Императрица только кивнула, долее расспрашивать не стала, но Григория не обмануло это внешнее согласие — он уже неплохо знал свою Катю.
Екатерина действительно заинтересовалась Потемкиным, но разыскать попросила не Орлова, а Анну Протасову.
Анна Протасова была фрейлиной ловкой и догадливой, она попала ко двору только что, но быстро стала необходимой государыне, потому что умела хранить секреты.
— Аннет, вы должно не знаете Потемкина Григория Александровича? Его надо разыскать, да только осторожно. Главное — не обидеть, знаю, что он глаз потерял, а потому дичится.

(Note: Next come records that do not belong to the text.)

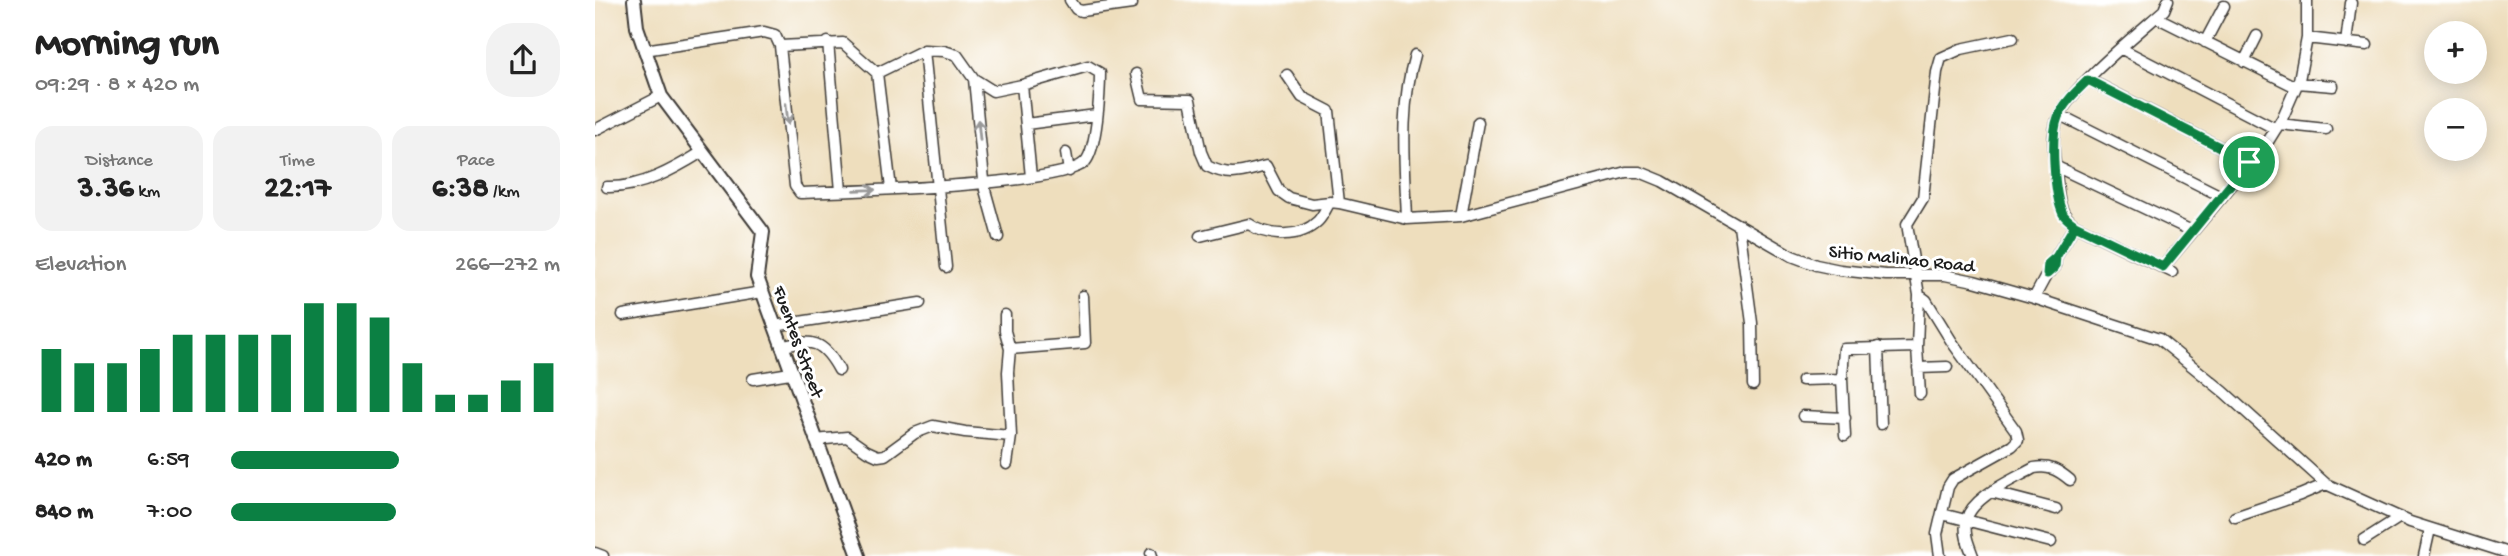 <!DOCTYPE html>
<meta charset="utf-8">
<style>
:root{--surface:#fff;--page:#f2f2f2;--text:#222;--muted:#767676;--accent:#0b8043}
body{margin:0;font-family:"Gochi Hand",sans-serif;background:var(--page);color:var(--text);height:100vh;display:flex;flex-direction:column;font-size:26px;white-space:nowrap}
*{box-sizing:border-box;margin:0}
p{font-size:23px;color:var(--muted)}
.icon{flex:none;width:38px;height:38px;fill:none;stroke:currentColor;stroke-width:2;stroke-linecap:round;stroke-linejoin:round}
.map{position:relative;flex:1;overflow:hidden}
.panel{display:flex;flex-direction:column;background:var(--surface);width:595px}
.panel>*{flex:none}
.controls{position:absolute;left:1829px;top:21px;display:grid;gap:14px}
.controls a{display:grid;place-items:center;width:63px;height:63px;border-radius:50%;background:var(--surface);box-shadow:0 4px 18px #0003;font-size:35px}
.pin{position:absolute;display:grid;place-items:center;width:60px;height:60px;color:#fff;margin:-30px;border:4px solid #fff;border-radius:50%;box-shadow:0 2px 7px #0007}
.round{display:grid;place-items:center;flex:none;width:74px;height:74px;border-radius:28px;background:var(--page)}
.summary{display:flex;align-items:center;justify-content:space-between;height:119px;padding:0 35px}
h1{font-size:38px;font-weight:700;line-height:52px}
.metrics{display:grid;grid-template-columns:repeat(3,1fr);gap:10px;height:119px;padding:7px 35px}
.metrics div{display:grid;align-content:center;border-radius:18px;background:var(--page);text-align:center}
.metrics b{font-size:30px;font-weight:700}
.metrics small{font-size:19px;font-weight:400}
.metrics p{font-size:19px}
.chart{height:196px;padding:14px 35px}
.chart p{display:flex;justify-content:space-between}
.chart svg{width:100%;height:126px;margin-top:7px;stroke:var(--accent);stroke-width:6}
ul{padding:0 35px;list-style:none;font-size:23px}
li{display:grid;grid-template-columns:112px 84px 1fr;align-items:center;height:52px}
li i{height:18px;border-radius:9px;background:var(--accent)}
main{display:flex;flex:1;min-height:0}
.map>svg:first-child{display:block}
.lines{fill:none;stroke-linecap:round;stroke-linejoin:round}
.minor-casing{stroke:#3c3934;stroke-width:13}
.tertiary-casing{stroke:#3c3934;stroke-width:16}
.minor{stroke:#fff;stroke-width:10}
.tertiary{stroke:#fff;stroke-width:12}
.oneway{stroke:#999}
.route-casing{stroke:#fff;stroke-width:14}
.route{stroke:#0b8043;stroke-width:9}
.labels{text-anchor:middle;stroke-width:6;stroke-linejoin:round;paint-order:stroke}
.street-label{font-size:19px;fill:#1c1c1c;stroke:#fff}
</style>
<main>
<section class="panel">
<div class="summary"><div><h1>Morning run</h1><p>09:29 · 8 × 420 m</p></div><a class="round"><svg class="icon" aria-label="share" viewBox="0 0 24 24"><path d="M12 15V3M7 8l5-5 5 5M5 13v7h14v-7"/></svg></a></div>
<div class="metrics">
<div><p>Distance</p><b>3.36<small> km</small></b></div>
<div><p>Time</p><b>22:17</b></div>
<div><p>Pace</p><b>6:38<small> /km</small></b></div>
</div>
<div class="chart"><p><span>Elevation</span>266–272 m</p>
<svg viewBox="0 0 160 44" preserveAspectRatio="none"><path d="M5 44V22M15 44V27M25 44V27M35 44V22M45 44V17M55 44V17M65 44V17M75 44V17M85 44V6M95 44V6M105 44V11M115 44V27M125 44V38M135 44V38M145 44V33M155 44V27"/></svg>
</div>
<ul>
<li><b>420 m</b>6:59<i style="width:51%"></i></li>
<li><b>840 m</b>7:00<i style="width:50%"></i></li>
</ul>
</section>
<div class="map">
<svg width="1913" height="556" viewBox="0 0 1913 556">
<rect width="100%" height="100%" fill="#fff"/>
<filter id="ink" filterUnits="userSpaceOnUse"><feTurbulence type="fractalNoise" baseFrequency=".0143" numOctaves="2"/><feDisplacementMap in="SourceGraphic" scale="14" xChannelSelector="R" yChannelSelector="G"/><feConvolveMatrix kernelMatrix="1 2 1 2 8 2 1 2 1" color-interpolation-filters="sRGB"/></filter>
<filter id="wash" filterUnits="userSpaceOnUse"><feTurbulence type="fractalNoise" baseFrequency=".00686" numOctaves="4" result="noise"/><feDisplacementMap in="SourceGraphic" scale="28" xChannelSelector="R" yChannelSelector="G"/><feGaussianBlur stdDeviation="1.57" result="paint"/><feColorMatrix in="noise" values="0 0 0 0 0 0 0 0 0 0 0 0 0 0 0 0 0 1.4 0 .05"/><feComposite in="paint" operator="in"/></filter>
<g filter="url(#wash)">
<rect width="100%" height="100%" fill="#eedebd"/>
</g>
<g filter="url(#ink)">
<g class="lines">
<!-- minor casing -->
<g class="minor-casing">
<path id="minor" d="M475,0L481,9L486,11L537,4
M1573,0L1569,10C1543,33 1475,88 1463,118C1455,137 1460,162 1462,182C1464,200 1464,214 1480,225L1577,272
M1561,17L1701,87
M1712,38L1772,45
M233,42L246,191
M1610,42L1629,6
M1751,43L1756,3
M1527,49L1681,129
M49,50L169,32L180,35L185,46L200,186L205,193C251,191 466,186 490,162C502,149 505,92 505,73L493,66L427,85L398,91L379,79L362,55L349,51L329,50L282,73L248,43L185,46
M329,50L351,267
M1649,62L1662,36
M282,73L296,189
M541,74L547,99L595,100L606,152L612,166C636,178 647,172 671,166L684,191L694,198L717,204L735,202L744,203L812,219L866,216L1031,172H1045L1067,181L1197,256L1221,265L1245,270L1291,275H1350L1379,281L1439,298L1564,339L1629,392L1731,484L1815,522L1913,553
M692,75L707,97L734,111L744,203
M379,79L390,190L403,237
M1494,80L1654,162
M1703,83L1738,86
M427,85L436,177
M1465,115L1626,196
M431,124L501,115
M1684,124L1731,129
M0,130L66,96
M471,153L474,171
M1460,166L1597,231
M12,187C46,188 78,170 107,152
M866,216L883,122
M812,219C810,164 804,108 820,55
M1144,225L1157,323L1158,385
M605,236L654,224C673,237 705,239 723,221C728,216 731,208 735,202
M1568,267L1672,143L1687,119L1704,80L1712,38V0
M1324,295L1331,300L1357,342L1421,431L1423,440L1417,446L1358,479L1353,487L1342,534L1345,556
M1439,298L1452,274L1460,267L1461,257L1480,225
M28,315L167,292
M410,315V331L415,349L413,372L416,436L412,464
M179,326L325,303
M186,347C218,338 228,341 244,370
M1283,347L1286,424
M415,349L490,343L488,296
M1323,368L1352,367
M158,379L195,373
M1207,380L1247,379
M1325,394L1322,347L1324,295L1312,224L1328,198L1342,72L1346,58L1366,49L1418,38
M1208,416L1250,418
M1250,436L1247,379L1249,349L1322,347
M220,440L252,437L272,451L283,456L290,455L320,433L338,426L370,432L416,436
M1396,492L1461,509
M1347,514L1456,542
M1640,517L1705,495L1731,484
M1769,540L1805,517
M0,553L8,556
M556,553L557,556
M1378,556C1374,545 1369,535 1371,523C1373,498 1418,480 1439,468C1454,465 1463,470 1475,480
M1829,556L1835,529"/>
</g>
<!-- tertiary casing -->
<g class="tertiary-casing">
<path id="tertiary" d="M39,0L42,27L66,96L168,232L162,277L264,556"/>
</g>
<!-- minor -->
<use href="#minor" class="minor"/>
<!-- tertiary -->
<use href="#tertiary" class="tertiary"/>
</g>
<!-- one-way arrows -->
<defs><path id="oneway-shaft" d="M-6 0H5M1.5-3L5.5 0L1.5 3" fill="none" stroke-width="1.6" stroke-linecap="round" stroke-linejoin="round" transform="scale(1.75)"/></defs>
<g class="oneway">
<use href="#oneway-shaft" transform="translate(192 114) rotate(84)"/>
<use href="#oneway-shaft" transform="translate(384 130) rotate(-96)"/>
<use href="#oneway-shaft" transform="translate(270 190) rotate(-2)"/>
</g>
</g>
<g class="lines" filter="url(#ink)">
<!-- route casing -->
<g class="route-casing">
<path id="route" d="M1654,162L1568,267L1480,225L1461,257L1460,267L1452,274L1453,264L1461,257L1480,225C1475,221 1471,219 1468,214C1459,195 1455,137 1463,117C1469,102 1482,91 1493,80L1654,162"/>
</g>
<!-- route -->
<use href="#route" class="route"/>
</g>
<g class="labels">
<!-- street labels -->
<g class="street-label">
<text transform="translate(1307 257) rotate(6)" y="7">Sitio Malinao Road</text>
<text transform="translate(205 341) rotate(70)" y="7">Fuentes Street</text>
</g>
</g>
</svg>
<div class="controls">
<a>+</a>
<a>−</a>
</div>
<div class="pin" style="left:1654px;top:162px;background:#1e9e55"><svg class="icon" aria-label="arrive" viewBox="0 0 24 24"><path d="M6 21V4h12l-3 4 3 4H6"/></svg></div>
</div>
</main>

— К Вашему Величеству привести?
— Пока только поинтересуйтесь от моего имени состоянием и дайте понять, что я огорчена, но о нем помню.
Анна Протасова прекрасно знала, что лучше всего развязывает языки, а потому на подкуп денег не пожалела. Помнила и то, что государыня благодарной быть умеет — все вернет сторицей и наградит. Но пока для самой Анны лучшей наградой было доверие императрицы. Остальное потом, успеется…
Слуги потемкинские деньги любили не меньше любых других, а потому быстро сказали, где прячется их хозяин — в Александро-Невской лавре. Эва куда забрался!